Punk for a Day
Isn’t there a little bit of the bad child in all of us? The kid who doesn’t want to use their “inside voice” and doesn’t want to play nice and doesn’t want to share with the rest of the class? That’s the kid who punk rockers spoke to. The Sex Pistols and the Ramones and The Clash—just wanted to let loose the id that they knew lay beneath the surface of British, and American, middle- and upper-class propriety. The folk music of the 1960s might have had some powerful tunes and righteous antiestablishment lyrics, but punk blasted through it all, wanting only to be the antichrist, tear it all down, and who cared what came after. Anarchy and oblivion were the object of the game.

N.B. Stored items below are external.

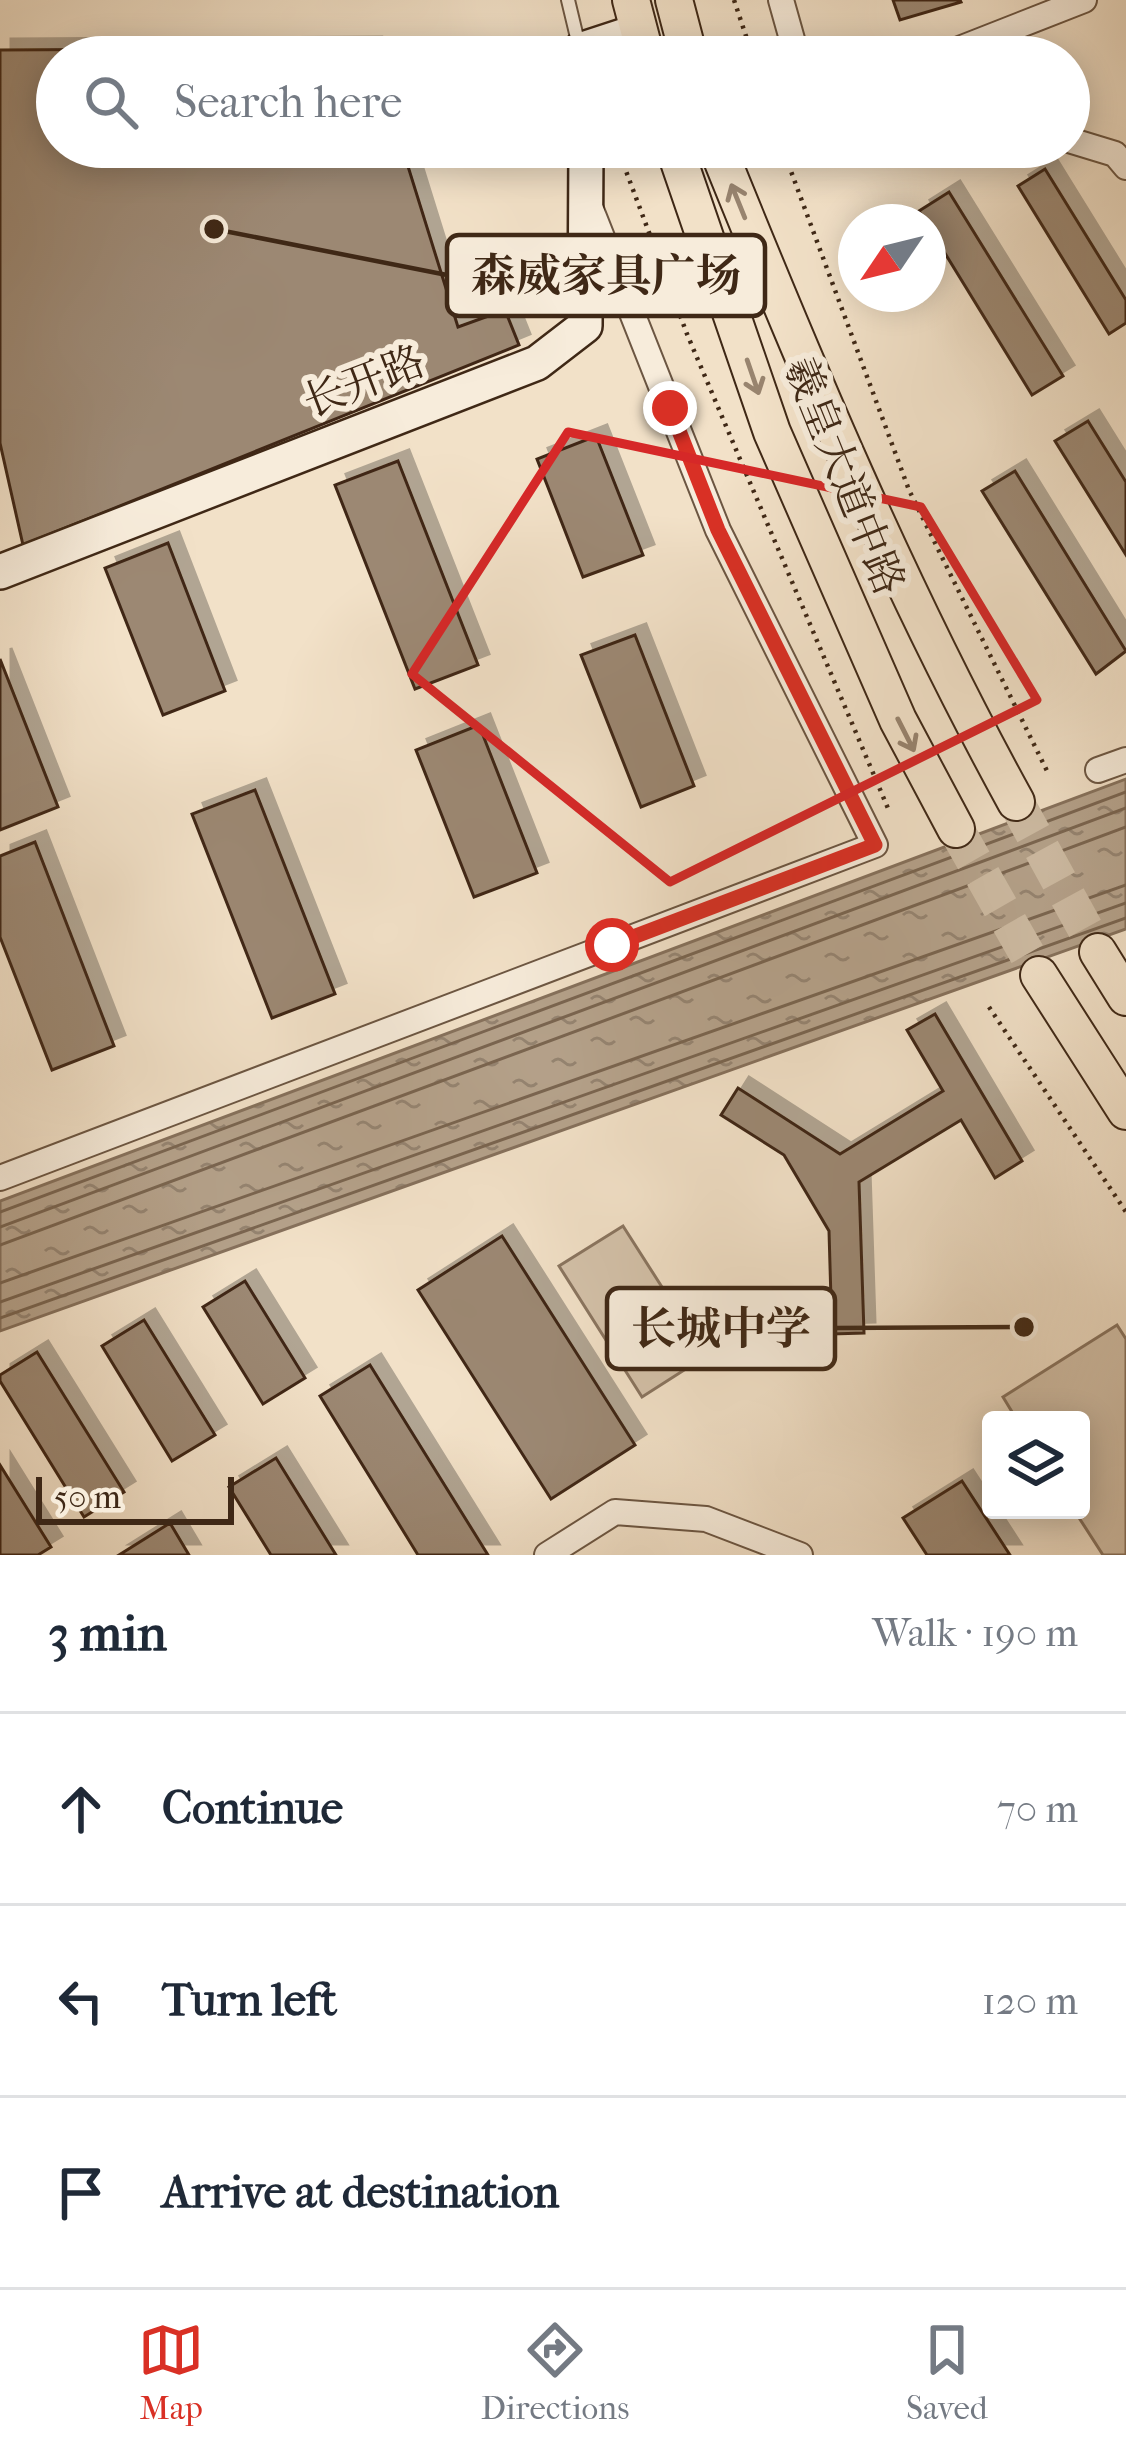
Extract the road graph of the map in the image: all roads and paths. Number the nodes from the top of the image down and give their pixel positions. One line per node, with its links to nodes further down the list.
1 (568, 0): 6 (lane)
2 (674, 0): 7 (main road)
3 (734, 0): 8 (path)
4 (781, 0): 9 (street)
5 (1084, 0): 10 (street)
6 (572, 36)
7 (683, 36)
8 (746, 36)
9 (791, 36)
10 (992, 36)
11 (1090, 147): 12 (street)
12 (1126, 167)
13 (587, 168): 18 (street, 长开路)
14 (625, 168): 24 (path)
15 (681, 168): 25 (main road, 羲皇大道中路, one-way to 25)
16 (725, 168): 23 (main road, 羲皇大道中路, one-way to 16)
17 (790, 168): 22 (path)
18 (590, 206): 19 (street, 长开路); 31 (street)
19 (0, 572)
20 (1126, 760): 21 (street)
21 (1097, 770)
22 (1048, 775)
23 (1016, 802)
24 (896, 828)
25 (956, 829)
26 (1098, 952): 28 (main road)
27 (1039, 975): 30 (main road)
28 (1126, 997)
29 (989, 1006): 32 (path)
30 (1126, 1111)
31 (0, 1178)
32 (1126, 1212)
33 (548, 1555): 34 (street)
34 (800, 1555)

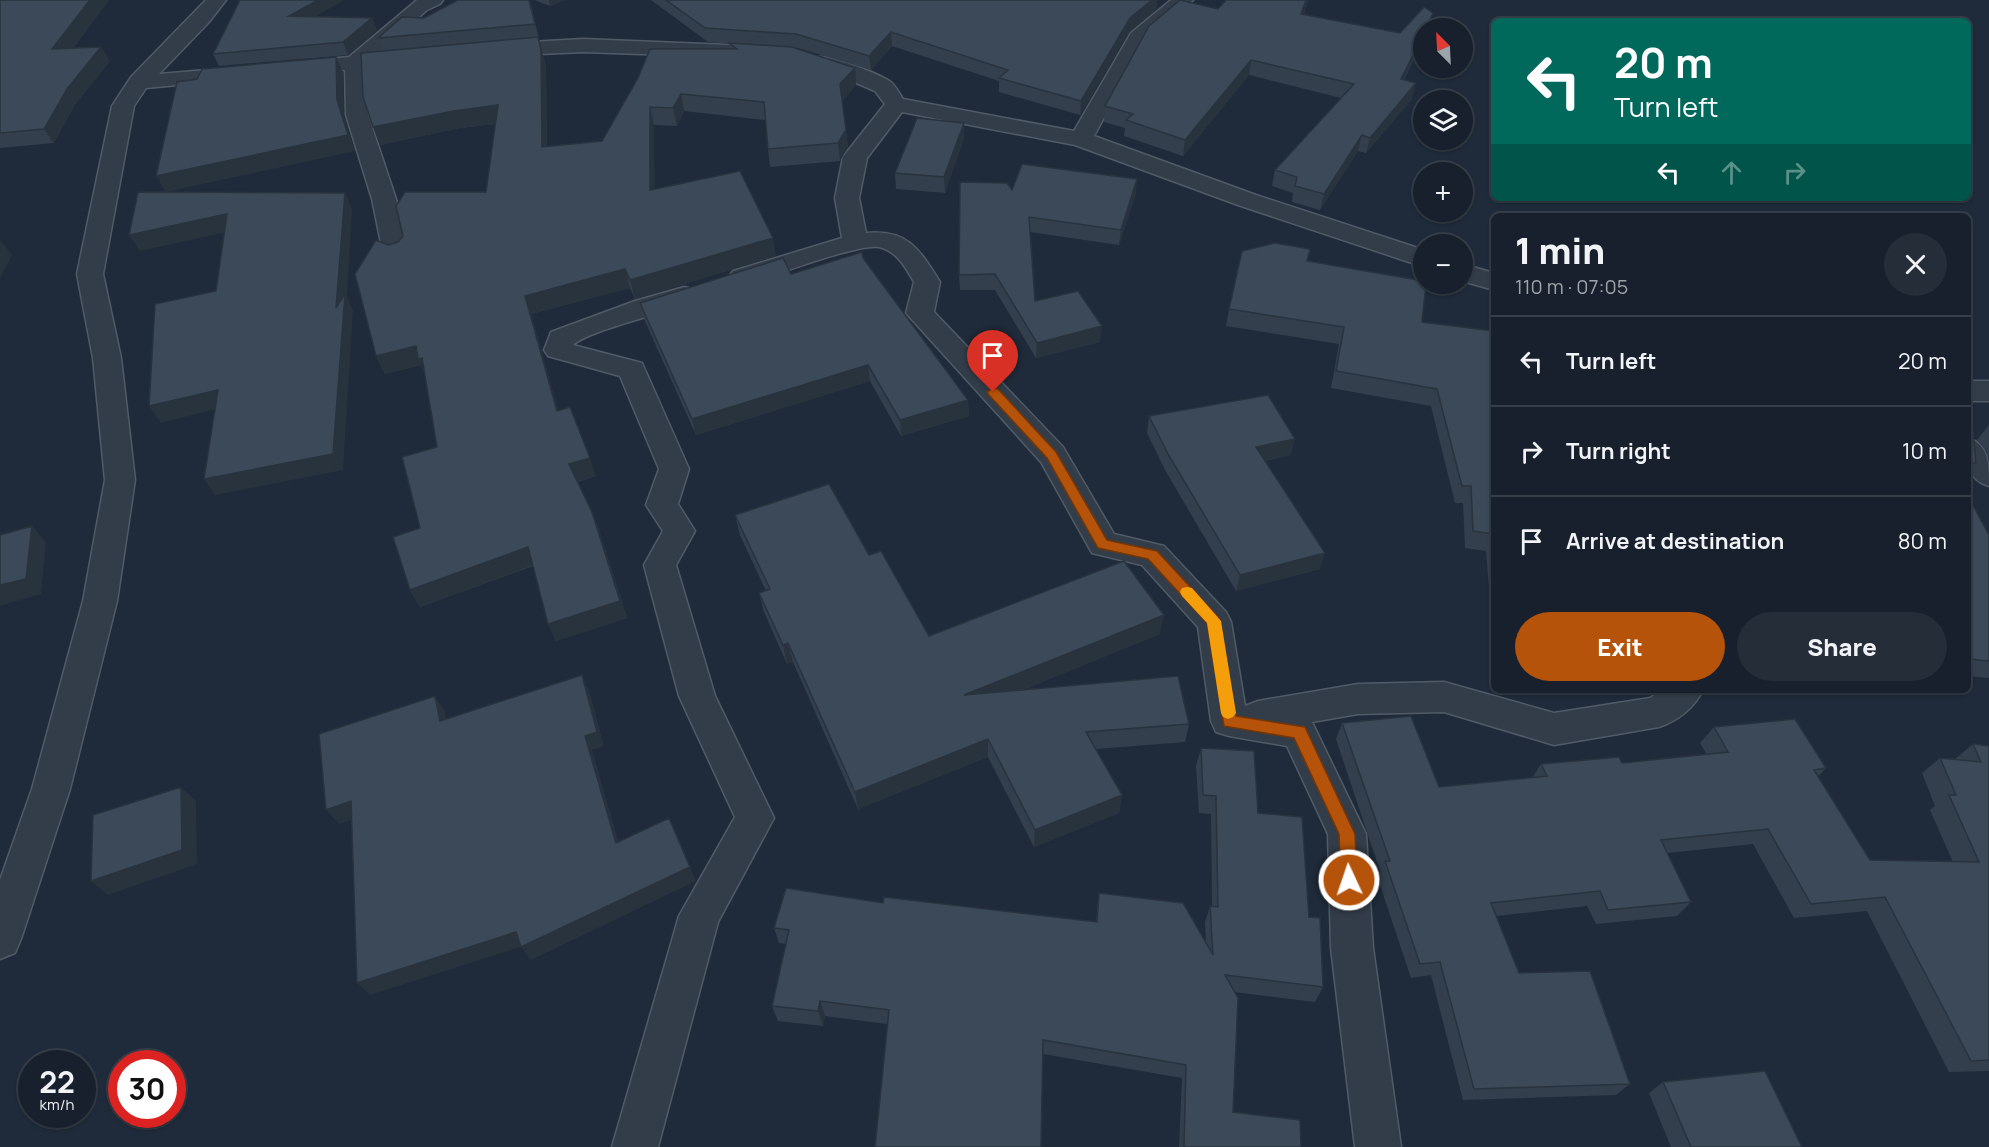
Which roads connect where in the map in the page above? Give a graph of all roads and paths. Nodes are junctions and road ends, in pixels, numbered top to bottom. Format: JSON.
{"nodes":[{"id":1,"x":216,"y":0,"type":"edge"},
{"id":2,"x":433,"y":0,"type":"edge"},
{"id":3,"x":1183,"y":0,"type":"edge"},
{"id":4,"x":479,"y":52,"type":"edge"},
{"id":5,"x":749,"y":53,"type":"edge"},
{"id":6,"x":797,"y":56,"type":"edge"},
{"id":7,"x":423,"y":58,"type":"edge"},
{"id":8,"x":355,"y":63,"type":"junction"},
{"id":9,"x":310,"y":67,"type":"edge"},
{"id":10,"x":264,"y":70,"type":"edge"},
{"id":11,"x":139,"y":82,"type":"junction"},
{"id":12,"x":896,"y":104,"type":"junction"},
{"id":13,"x":1081,"y":139,"type":"junction"},
{"id":14,"x":855,"y":242,"type":"junction"},
{"id":15,"x":396,"y":253,"type":"edge"},
{"id":16,"x":1413,"y":255,"type":"edge"},
{"id":17,"x":1473,"y":275,"type":"edge"},
{"id":18,"x":1491,"y":281,"type":"edge"},
{"id":19,"x":1971,"y":391,"type":"edge"},
{"id":20,"x":1989,"y":391,"type":"edge"},
{"id":21,"x":1971,"y":453,"type":"edge"},
{"id":22,"x":1989,"y":474,"type":"edge"},
{"id":23,"x":1683,"y":693,"type":"edge"},
{"id":24,"x":1229,"y":721,"type":"junction"},
{"id":25,"x":0,"y":939,"type":"edge"},
{"id":26,"x":635,"y":1147,"type":"edge"},
{"id":27,"x":1378,"y":1147,"type":"edge"}],
"edges":[{"from":1,"to":11,"type":"street"},
{"from":2,"to":8,"type":"street"},
{"from":3,"to":13,"type":"street"},
{"from":4,"to":5,"type":"street"},
{"from":6,"to":12,"type":"street"},
{"from":7,"to":8,"type":"street"},
{"from":8,"to":9,"type":"street"},
{"from":8,"to":15,"type":"street"},
{"from":10,"to":11,"type":"street"},
{"from":11,"to":25,"type":"street"},
{"from":12,"to":13,"type":"street"},
{"from":12,"to":14,"type":"street"},
{"from":13,"to":16,"type":"street"},
{"from":14,"to":24,"type":"street"},
{"from":14,"to":26,"type":"street"},
{"from":17,"to":18,"type":"street"},
{"from":19,"to":20,"type":"street"},
{"from":21,"to":22,"type":"street"},
{"from":23,"to":24,"type":"street"},
{"from":24,"to":27,"type":"street"}]}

And notably, many of the key players of the game did not last long. Punk, although perhaps seductive in the short term, was never a long-term design for living. The poster children for the movement, Sex Pistols front man Sid Vicious died at the age of 21 and his girlfriend Nancy Spungeon was murdered, supposedly by Sid Vicious, when she was 20. Others lived longer which allowed them to morph into something more creative than let’s-trash-everything rockers.
And it should be noted that the movement became a phenomenon largely because of the clever marketing of Malcolm Maclaren and Vivien Westwood, who capitalized on the desire for anarchy and mayhem among the young. It was a profitable genre for the music business, despite what the punks themselves claimed to be about.
Punk is a movement that lives on, though, in music and in other artistic fields in one form or another, which maybe is a testament to the strength of the id, the unruly innate impulses we all have, some of us under more control than others.